**The task:** Look for the word "Tabarca" in the data below, and copy every line that holds it.

**Records for this task:**
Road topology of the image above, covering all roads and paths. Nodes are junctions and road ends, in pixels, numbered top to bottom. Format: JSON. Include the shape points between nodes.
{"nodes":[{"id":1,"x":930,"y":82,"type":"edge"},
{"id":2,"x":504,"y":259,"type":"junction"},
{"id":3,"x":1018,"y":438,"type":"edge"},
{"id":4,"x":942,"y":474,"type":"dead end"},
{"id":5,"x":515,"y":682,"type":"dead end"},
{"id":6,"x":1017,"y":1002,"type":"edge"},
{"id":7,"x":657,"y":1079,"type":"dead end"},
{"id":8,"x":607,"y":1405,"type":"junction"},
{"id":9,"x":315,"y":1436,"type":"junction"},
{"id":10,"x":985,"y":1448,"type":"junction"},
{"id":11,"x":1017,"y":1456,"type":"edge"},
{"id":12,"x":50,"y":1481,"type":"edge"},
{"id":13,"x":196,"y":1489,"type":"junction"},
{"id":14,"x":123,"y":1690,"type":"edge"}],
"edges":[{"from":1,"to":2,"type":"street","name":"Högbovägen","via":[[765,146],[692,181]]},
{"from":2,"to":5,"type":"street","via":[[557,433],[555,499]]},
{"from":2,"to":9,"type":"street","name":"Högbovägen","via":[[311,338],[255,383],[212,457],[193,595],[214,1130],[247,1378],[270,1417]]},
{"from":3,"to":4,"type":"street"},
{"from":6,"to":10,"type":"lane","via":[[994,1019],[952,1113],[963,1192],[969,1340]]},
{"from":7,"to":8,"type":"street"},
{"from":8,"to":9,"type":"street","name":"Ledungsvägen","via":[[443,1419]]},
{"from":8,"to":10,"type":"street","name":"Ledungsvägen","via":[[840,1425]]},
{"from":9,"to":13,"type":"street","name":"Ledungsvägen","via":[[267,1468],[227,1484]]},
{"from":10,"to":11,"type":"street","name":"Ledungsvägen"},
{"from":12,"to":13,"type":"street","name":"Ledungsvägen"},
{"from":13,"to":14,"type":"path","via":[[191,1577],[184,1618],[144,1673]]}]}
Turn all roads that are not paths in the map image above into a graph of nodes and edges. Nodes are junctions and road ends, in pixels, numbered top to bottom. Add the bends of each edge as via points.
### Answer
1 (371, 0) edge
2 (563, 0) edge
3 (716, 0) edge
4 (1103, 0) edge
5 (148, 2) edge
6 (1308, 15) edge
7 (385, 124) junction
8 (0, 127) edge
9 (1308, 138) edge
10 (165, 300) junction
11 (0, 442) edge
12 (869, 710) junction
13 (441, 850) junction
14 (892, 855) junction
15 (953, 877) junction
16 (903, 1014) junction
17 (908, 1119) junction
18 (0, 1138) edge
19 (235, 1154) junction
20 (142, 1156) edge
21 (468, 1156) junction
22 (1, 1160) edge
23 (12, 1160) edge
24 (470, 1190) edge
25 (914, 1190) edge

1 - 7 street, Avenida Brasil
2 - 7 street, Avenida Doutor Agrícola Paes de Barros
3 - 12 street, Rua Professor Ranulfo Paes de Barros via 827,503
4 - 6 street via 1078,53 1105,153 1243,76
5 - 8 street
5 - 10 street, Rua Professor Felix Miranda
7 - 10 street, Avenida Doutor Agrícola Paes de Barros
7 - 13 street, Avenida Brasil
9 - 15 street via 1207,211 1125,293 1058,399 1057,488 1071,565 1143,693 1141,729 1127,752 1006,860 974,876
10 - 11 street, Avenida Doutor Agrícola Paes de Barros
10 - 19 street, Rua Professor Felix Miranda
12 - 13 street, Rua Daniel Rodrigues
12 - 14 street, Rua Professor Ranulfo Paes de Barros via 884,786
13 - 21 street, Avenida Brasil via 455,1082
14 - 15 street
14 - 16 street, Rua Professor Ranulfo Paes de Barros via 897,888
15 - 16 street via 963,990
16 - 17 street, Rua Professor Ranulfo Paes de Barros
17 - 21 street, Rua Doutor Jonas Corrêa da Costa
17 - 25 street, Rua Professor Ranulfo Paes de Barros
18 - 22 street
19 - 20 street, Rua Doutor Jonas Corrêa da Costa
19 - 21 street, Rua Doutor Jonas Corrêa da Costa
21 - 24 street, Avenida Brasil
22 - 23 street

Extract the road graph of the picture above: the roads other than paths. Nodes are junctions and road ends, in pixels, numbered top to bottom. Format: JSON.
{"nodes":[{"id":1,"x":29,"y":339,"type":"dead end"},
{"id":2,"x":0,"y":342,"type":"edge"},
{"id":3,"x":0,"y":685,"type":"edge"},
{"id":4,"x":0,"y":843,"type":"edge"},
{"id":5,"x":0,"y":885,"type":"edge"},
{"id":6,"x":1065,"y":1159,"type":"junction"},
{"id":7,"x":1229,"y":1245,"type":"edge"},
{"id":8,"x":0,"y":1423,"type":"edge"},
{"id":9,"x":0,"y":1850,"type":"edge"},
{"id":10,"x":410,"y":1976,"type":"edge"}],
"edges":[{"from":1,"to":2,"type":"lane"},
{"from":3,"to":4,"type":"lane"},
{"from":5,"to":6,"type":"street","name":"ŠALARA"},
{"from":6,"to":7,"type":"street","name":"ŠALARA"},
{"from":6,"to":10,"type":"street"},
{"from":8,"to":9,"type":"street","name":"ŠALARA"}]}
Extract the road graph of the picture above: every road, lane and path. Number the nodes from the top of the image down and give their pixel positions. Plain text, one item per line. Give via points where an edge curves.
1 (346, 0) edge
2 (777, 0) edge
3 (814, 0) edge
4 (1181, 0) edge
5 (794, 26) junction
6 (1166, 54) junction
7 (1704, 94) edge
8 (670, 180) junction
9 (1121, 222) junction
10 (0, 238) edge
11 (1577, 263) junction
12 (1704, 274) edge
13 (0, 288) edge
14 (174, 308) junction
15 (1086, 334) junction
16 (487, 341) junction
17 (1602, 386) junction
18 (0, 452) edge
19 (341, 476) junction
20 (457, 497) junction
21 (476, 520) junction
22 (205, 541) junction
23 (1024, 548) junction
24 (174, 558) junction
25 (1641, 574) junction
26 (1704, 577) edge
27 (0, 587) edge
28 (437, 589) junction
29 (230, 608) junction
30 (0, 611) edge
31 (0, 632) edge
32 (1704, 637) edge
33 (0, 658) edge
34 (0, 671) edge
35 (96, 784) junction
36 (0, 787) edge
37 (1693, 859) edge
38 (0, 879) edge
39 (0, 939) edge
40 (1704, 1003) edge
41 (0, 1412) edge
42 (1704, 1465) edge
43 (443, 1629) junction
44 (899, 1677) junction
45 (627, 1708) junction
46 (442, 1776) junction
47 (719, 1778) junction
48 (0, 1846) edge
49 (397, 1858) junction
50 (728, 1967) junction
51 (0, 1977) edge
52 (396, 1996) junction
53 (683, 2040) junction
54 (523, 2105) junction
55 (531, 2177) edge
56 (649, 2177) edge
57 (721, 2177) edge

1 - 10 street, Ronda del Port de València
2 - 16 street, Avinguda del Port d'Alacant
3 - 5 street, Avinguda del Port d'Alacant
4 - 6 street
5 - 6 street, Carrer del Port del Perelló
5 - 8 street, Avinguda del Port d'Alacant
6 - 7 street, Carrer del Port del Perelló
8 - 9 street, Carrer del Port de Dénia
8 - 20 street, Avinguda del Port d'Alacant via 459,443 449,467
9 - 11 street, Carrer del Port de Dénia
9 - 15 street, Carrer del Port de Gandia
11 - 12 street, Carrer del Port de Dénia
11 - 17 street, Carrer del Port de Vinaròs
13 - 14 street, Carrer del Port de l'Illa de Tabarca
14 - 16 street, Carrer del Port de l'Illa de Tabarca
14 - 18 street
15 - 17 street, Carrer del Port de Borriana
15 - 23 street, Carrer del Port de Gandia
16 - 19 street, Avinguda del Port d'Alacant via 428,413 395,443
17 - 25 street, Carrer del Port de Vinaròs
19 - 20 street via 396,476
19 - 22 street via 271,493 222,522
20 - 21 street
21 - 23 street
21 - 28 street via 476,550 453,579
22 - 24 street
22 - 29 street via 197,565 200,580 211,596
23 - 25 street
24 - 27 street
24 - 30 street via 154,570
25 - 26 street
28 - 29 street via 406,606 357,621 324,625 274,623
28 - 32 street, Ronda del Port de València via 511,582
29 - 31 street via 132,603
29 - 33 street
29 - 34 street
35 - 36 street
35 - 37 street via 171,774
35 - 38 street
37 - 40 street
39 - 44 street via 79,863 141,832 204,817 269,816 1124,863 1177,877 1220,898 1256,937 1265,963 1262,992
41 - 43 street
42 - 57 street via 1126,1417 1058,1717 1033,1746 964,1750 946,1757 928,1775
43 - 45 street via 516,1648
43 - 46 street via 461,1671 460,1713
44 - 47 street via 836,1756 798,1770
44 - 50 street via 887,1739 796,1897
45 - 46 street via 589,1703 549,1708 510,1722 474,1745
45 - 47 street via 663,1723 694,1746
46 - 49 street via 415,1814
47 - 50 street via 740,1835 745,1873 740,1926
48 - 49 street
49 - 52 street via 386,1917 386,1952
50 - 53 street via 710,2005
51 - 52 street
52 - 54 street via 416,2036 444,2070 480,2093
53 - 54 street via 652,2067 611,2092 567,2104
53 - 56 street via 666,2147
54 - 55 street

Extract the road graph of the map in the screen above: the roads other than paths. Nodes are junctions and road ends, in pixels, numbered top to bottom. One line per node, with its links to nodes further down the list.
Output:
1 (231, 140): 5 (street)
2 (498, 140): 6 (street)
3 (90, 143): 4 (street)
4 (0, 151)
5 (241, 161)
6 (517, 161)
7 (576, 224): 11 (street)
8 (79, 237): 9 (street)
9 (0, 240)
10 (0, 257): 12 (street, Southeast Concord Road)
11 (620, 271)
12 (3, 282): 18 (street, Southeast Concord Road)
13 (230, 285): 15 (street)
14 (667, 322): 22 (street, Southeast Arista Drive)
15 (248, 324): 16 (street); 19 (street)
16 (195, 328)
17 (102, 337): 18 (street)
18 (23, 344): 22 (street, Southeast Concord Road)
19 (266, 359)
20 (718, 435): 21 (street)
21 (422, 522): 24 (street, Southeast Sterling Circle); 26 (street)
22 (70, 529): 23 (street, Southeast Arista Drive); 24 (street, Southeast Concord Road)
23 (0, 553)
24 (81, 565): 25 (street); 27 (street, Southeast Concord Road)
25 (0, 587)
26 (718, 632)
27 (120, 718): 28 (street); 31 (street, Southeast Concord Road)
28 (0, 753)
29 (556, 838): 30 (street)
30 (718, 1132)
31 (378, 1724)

**Solution below:**
13 - 14 street, Carrer del Port de l'Illa de Tabarca
14 - 16 street, Carrer del Port de l'Illa de Tabarca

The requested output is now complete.